I just have a feeling Alfredsson will make it, but that if he played for a handful of teams instead of being captain of a Canadian franchise for his whole career, then he likely wouldn't. I'm not saying he shouldn't be in the HOF, only that his case is not much stronger than that of, say, Elias or Hossa.

Quote:
Originally Posted by Big Phil View Post
I disagree with the last ones too. Fleury was a guy you wanted on your team over Kovalev or Mogilny. Basically Kovalev stuck around so long that he fit into the category of "good but not great scorer who played for close to 20 years who ought to have 1,000 points". He frustrated Rangers fans constantly. Always wondering when he would bust out. He had that one elite year in Pittsburgh and then one in Montreal, but just like Mogilny he was wildly inconsistent. You would put both of those guys among the most talented players to ever play............but you have an asterisk with them. They left you wanting more. Fleury poured his entire soul into a game. Every night. And there is little doubt who you wanted on your team more in the 1990s. Mogilny and Kovalev were either hot or cold, and sometimes very cold.
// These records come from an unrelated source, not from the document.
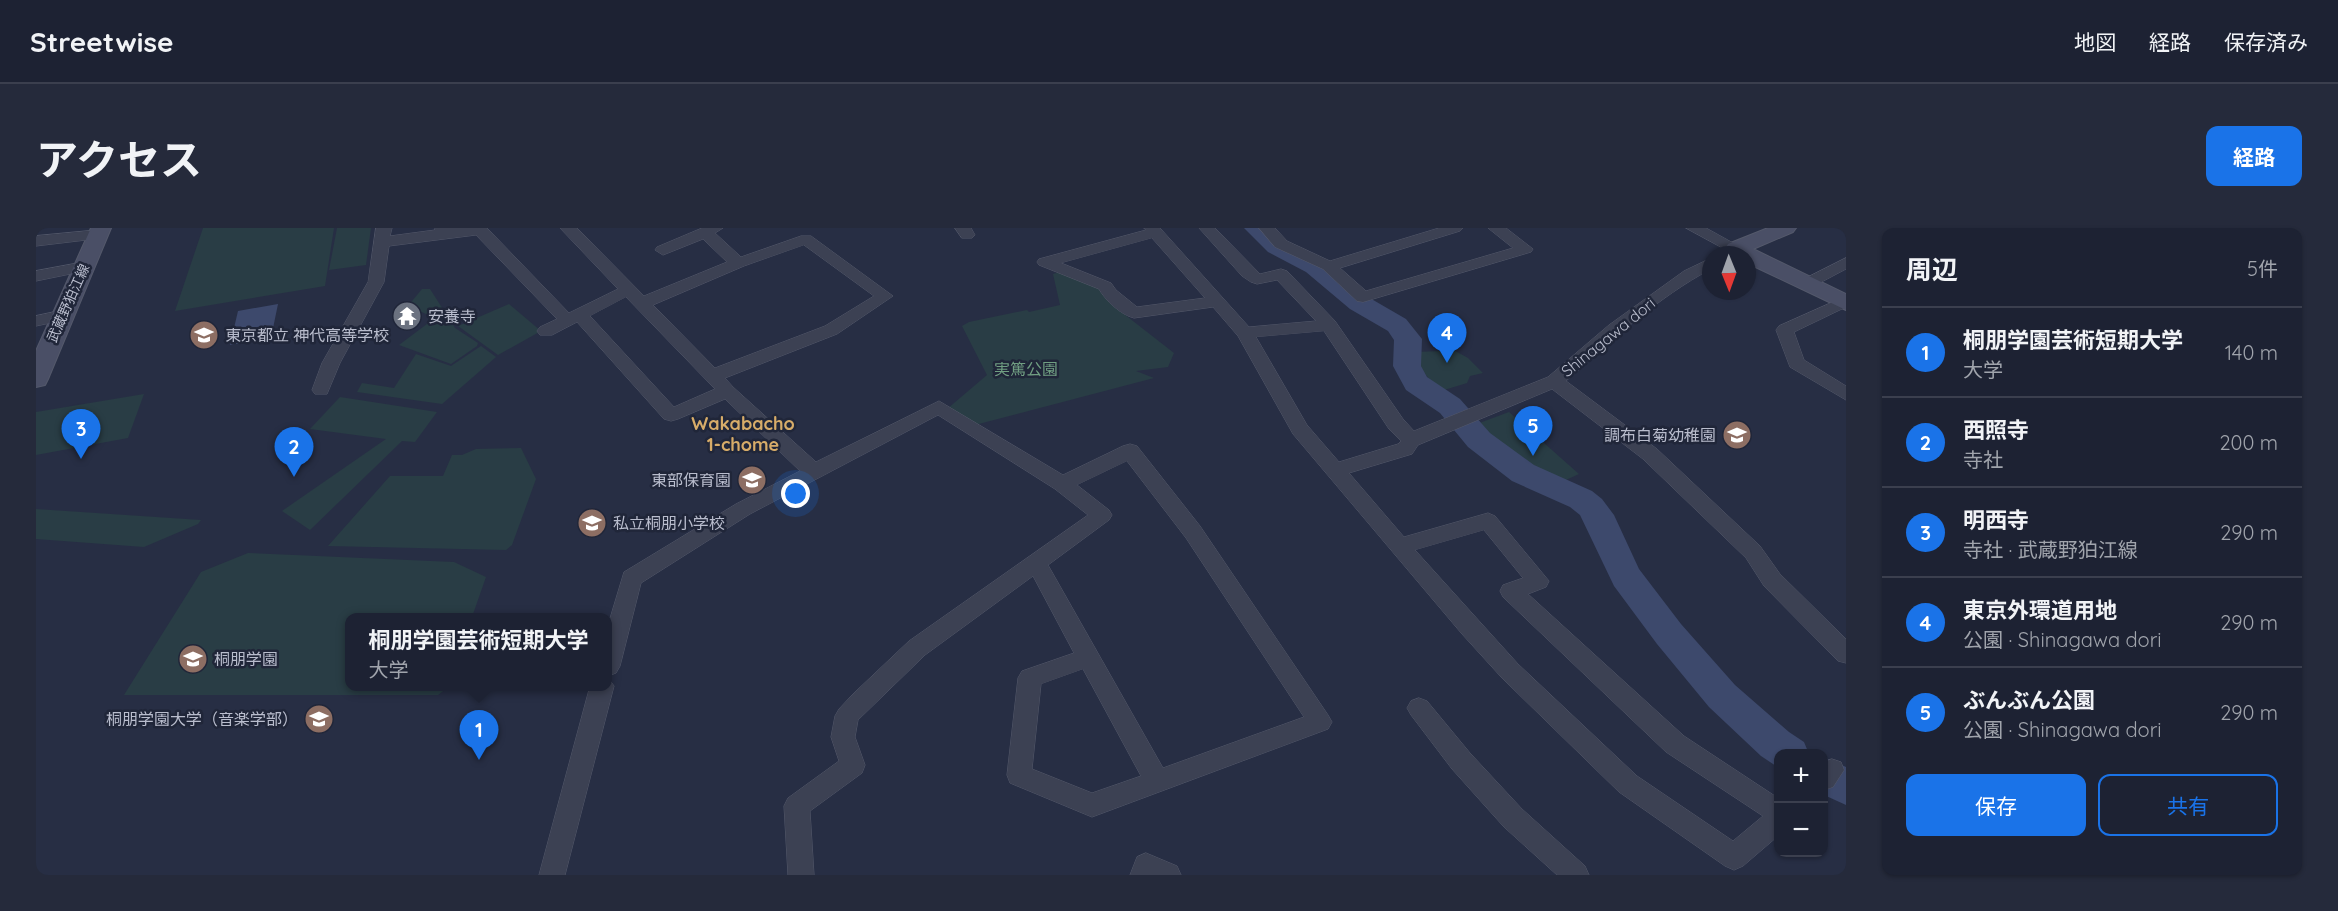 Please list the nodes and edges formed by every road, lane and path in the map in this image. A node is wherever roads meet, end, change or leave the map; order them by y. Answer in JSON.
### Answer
{"nodes":[{"id":1,"x":568,"y":228,"type":"edge"},
{"id":2,"x":1207,"y":228,"type":"edge"},
{"id":3,"x":1288,"y":228,"type":"edge"},
{"id":4,"x":1455,"y":228,"type":"edge"},
{"id":5,"x":1496,"y":228,"type":"edge"},
{"id":6,"x":1694,"y":228,"type":"edge"},
{"id":7,"x":1786,"y":228,"type":"edge"},
{"id":8,"x":710,"y":230,"type":"edge"},
{"id":9,"x":1269,"y":230,"type":"edge"},
{"id":10,"x":443,"y":231,"type":"edge"},
{"id":11,"x":1144,"y":231,"type":"edge"},
{"id":12,"x":99,"y":232,"type":"edge"},
{"id":13,"x":383,"y":235,"type":"edge"},
{"id":14,"x":36,"y":241,"type":"edge"},
{"id":15,"x":1722,"y":246,"type":"edge"},
{"id":16,"x":1745,"y":246,"type":"edge"},
{"id":17,"x":663,"y":250,"type":"dead end"},
{"id":18,"x":738,"y":263,"type":"junction"},
{"id":19,"x":1756,"y":263,"type":"edge"},
{"id":20,"x":1846,"y":263,"type":"edge"},
{"id":21,"x":1329,"y":266,"type":"junction"},
{"id":22,"x":84,"y":267,"type":"junction"},
{"id":23,"x":1702,"y":268,"type":"edge"},
{"id":24,"x":36,"y":276,"type":"edge"},
{"id":25,"x":1806,"y":284,"type":"junction"},
{"id":26,"x":637,"y":296,"type":"junction"},
{"id":27,"x":1219,"y":301,"type":"junction"},
{"id":28,"x":1845,"y":302,"type":"edge"},
{"id":29,"x":63,"y":315,"type":"junction"},
{"id":30,"x":574,"y":318,"type":"junction"},
{"id":31,"x":36,"y":321,"type":"edge"},
{"id":32,"x":1329,"y":325,"type":"junction"},
{"id":33,"x":546,"y":331,"type":"dead end"},
{"id":34,"x":1245,"y":333,"type":"junction"},
{"id":35,"x":38,"y":370,"type":"edge"},
{"id":36,"x":713,"y":376,"type":"junction"},
{"id":37,"x":1554,"y":381,"type":"junction"},
{"id":38,"x":321,"y":390,"type":"dead end"},
{"id":39,"x":728,"y":391,"type":"junction"},
{"id":40,"x":1846,"y":394,"type":"edge"},
{"id":41,"x":1411,"y":440,"type":"junction"},
{"id":42,"x":1336,"y":470,"type":"junction"},
{"id":43,"x":813,"y":471,"type":"junction"},
{"id":44,"x":1062,"y":484,"type":"junction"},
{"id":45,"x":1400,"y":546,"type":"junction"},
{"id":46,"x":1037,"y":564,"type":"junction"},
{"id":47,"x":612,"y":651,"type":"edge"},
{"id":48,"x":1846,"y":654,"type":"edge"},
{"id":49,"x":1089,"y":657,"type":"junction"},
{"id":50,"x":602,"y":691,"type":"edge"},
{"id":51,"x":1419,"y":708,"type":"dead end"},
{"id":52,"x":1157,"y":781,"type":"junction"},
{"id":53,"x":1774,"y":809,"type":"edge"},
{"id":54,"x":1774,"y":824,"type":"edge"},
{"id":55,"x":552,"y":875,"type":"edge"},
{"id":56,"x":801,"y":875,"type":"edge"},
{"id":57,"x":1143,"y":875,"type":"edge"},
{"id":58,"x":1168,"y":875,"type":"edge"},
{"id":59,"x":1576,"y":875,"type":"edge"}],
"edges":[{"from":1,"to":26,"type":"street"},
{"from":2,"to":32,"type":"street"},
{"from":3,"to":9,"type":"street"},
{"from":4,"to":21,"type":"street"},
{"from":5,"to":21,"type":"street"},
{"from":6,"to":15,"type":"street"},
{"from":7,"to":16,"type":"main road"},
{"from":8,"to":17,"type":"street"},
{"from":8,"to":18,"type":"street"},
{"from":9,"to":21,"type":"street"},
{"from":10,"to":13,"type":"street"},
{"from":10,"to":30,"type":"street"},
{"from":11,"to":27,"type":"street"},
{"from":11,"to":27,"type":"street"},
{"from":12,"to":14,"type":"street"},
{"from":12,"to":22,"type":"main road","name":"武蔵野狛江線"},
{"from":13,"to":38,"type":"street"},
{"from":18,"to":26,"type":"street"},
{"from":18,"to":36,"type":"street"},
{"from":19,"to":25,"type":"main road"},
{"from":20,"to":25,"type":"street"},
{"from":22,"to":24,"type":"street"},
{"from":22,"to":29,"type":"main road","name":"武蔵野狛江線"},
{"from":23,"to":37,"type":"street","name":"Shinagawa dori"},
{"from":25,"to":28,"type":"main road"},
{"from":26,"to":30,"type":"street"},
{"from":26,"to":36,"type":"street"},
{"from":27,"to":34,"type":"street"},
{"from":28,"to":40,"type":"street"},
{"from":29,"to":31,"type":"street"},
{"from":29,"to":35,"type":"main road","name":"武蔵野狛江線"},
{"from":30,"to":33,"type":"street"},
{"from":30,"to":39,"type":"street"},
{"from":32,"to":34,"type":"street"},
{"from":32,"to":41,"type":"street"},
{"from":34,"to":42,"type":"street"},
{"from":36,"to":39,"type":"street"},
{"from":37,"to":41,"type":"street","name":"Shinagawa dori"},
{"from":37,"to":48,"type":"street"},
{"from":39,"to":43,"type":"street"},
{"from":41,"to":42,"type":"street","name":"Shinagawa dori"},
{"from":42,"to":45,"type":"street"},
{"from":43,"to":44,"type":"street"},
{"from":43,"to":47,"type":"street"},
{"from":44,"to":46,"type":"street"},
{"from":44,"to":52,"type":"street"},
{"from":45,"to":53,"type":"street"},
{"from":45,"to":54,"type":"street"},
{"from":46,"to":49,"type":"street"},
{"from":46,"to":56,"type":"street"},
{"from":49,"to":52,"type":"street"},
{"from":49,"to":52,"type":"street"},
{"from":50,"to":55,"type":"street"},
{"from":51,"to":59,"type":"street"},
{"from":57,"to":58,"type":"street"}]} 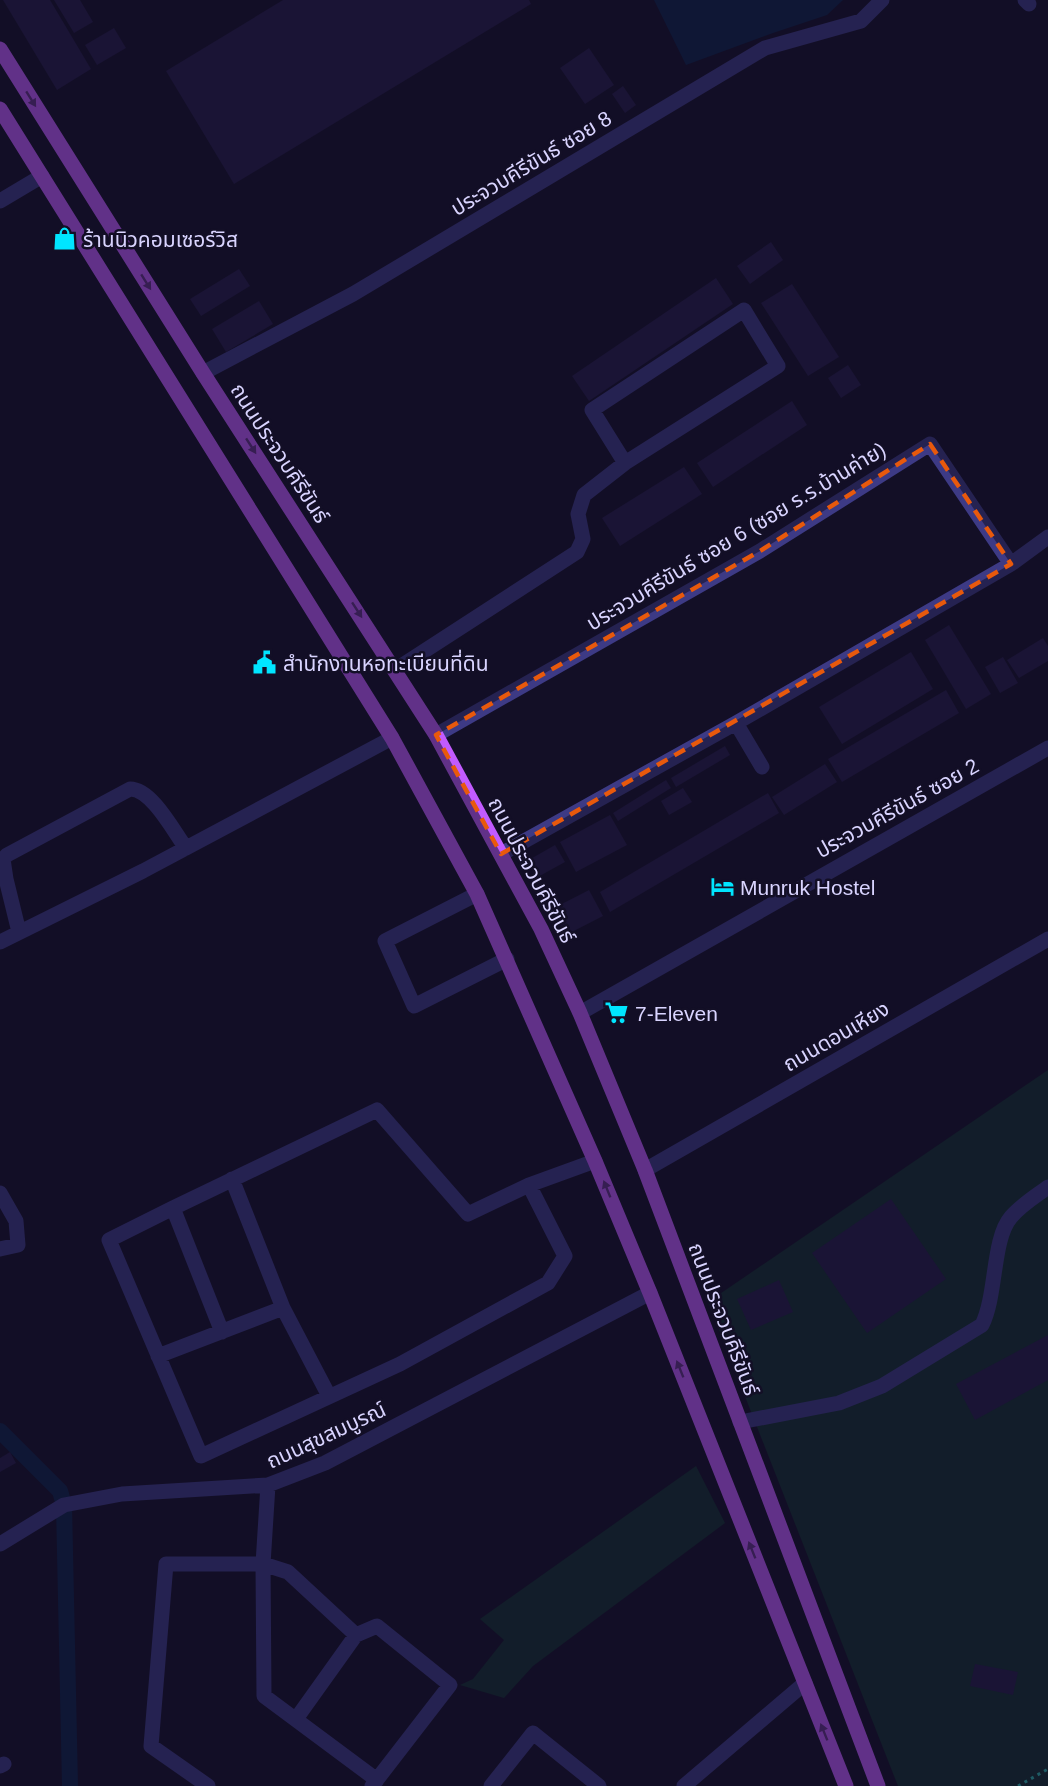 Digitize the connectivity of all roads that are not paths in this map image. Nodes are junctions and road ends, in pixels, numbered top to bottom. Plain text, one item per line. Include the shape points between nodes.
1 (882, 0) edge
2 (0, 49) edge
3 (0, 109) edge
4 (42, 176) junction
5 (0, 201) edge
6 (203, 373) junction
7 (625, 463) junction
8 (1048, 537) edge
9 (1011, 564) junction
10 (396, 670) junction
11 (736, 723) junction
12 (436, 735) junction
13 (392, 738) junction
14 (1048, 748) edge
15 (762, 767) dead end
16 (186, 848) junction
17 (501, 854) junction
18 (477, 894) junction
19 (19, 932) junction
20 (1048, 939) edge
21 (0, 942) edge
22 (507, 959) junction
23 (580, 1013) junction
24 (595, 1161) junction
25 (645, 1170) junction
26 (232, 1179) junction
27 (529, 1185) junction
28 (1048, 1187) edge
29 (0, 1193) edge
30 (173, 1208) junction
31 (0, 1249) edge
32 (650, 1293) junction
33 (283, 1308) junction
34 (222, 1332) junction
35 (158, 1356) junction
36 (329, 1396) junction
37 (740, 1422) junction
38 (268, 1485) junction
39 (0, 1544) edge
40 (263, 1564) junction
41 (356, 1635) junction
42 (805, 1683) junction
43 (296, 1719) junction
44 (375, 1783) edge
45 (208, 1786) edge
46 (491, 1786) edge
47 (599, 1786) edge
48 (684, 1786) edge
49 (846, 1786) edge
50 (878, 1786) edge

1 - 6 street, ประจวบคีรีขันธ์ ซอย 8 via 861,21 765,48 353,294
2 -> 6 main road, ถนนประจวบคีรีขันธ์
3 - 4 main road
4 - 5 street
4 - 13 main road
6 -> 10 main road, ถนนประจวบคีรีขันธ์
7 - 7 street via 778,366 744,310 592,410
7 - 10 street via 584,495 578,514 583,539 577,552
8 - 9 street
9 - 11 street
9 - 12 street, ประจวบคีรีขันธ์ ซอย 6 (ซอย ร.ร.บ้านค่าย) via 930,444 760,551
10 - 12 main road, ถนนประจวบคีรีขันธ์
11 - 15 street
11 - 17 street
12 - 17 main road, ถนนประจวบคีรีขันธ์
13 - 16 street
13 - 18 main road
14 - 23 street, ประจวบคีรีขันธ์ ซอย 2
16 - 19 street
16 - 19 street via 152,801 143,792 130,789 3,859
17 - 23 main road, ถนนประจวบคีรีขันธ์
18 - 22 main road
18 - 22 street via 385,941 414,1006
19 - 21 street
20 - 25 street, ถนนดอนเหียง
22 - 24 main road
23 - 25 main road, ถนนประจวบคีรีขันธ์
24 - 27 street
32 -> 24 main road
25 - 37 main road, ถนนประจวบคีรีขันธ์
26 - 27 street via 377,1110 468,1214
26 - 30 street
26 - 33 street
27 - 36 street via 565,1256 548,1283 400,1364
28 - 37 street via 1010,1218 1001,1238 988,1312 982,1324 882,1386 839,1403
29 - 31 street via 16,1221 18,1245
30 - 34 street
30 - 35 street via 109,1240
32 - 38 street, ถนนสุขสมบูรณ์ via 325,1463
42 -> 32 main road
33 - 34 street
33 - 36 street
34 - 35 street
35 - 36 street via 201,1456
37 - 50 main road, ถนนประจวบคีรีขันธ์
38 - 39 street, ถนนสุขสมบูรณ์ via 122,1494 64,1505
38 - 40 street
40 - 41 street via 288,1572
40 - 43 street via 264,1696
40 - 45 street via 166,1564 151,1746
41 - 43 street
41 - 44 street via 377,1626 450,1685
42 - 48 street
49 -> 42 main road
43 - 44 street
46 - 47 street via 533,1733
Not what I expect in a HHOFer.
I think all 3 could have had significantly better careers, yet still had very good peak seasons. Fleury only got past the first round in his rookie season and ten years later when he was traded to Colorado near the end of the season. Fleury was more consistent in the first round, but Kovalev had the best run in '94. I just don't think Fleury's argument is overwhelming, if it rests in large part on the playoffs, and his biggest roles in series victories were:

- 2 assists in game 4 of the WCF to put Calgary up 3-1
- helping Colorado beat the below-.500 Sharks in the first round

I just wonder how much is perception and how much his reality. Heck, Turgeon outscored Fleury .67 ppg to .48 after the first round, and he got out of the first round more often. Fleury's only times out of the first round were on a Cup-winning team and on perennial Cup-contender Colorado. If Dionne is criticized and penalized for not leading his team farther, how is Fleury a surefire HOFer based on his playoffs? Is it possible that Fleury would have faded after the first round, much like he did with a HOF center in '99?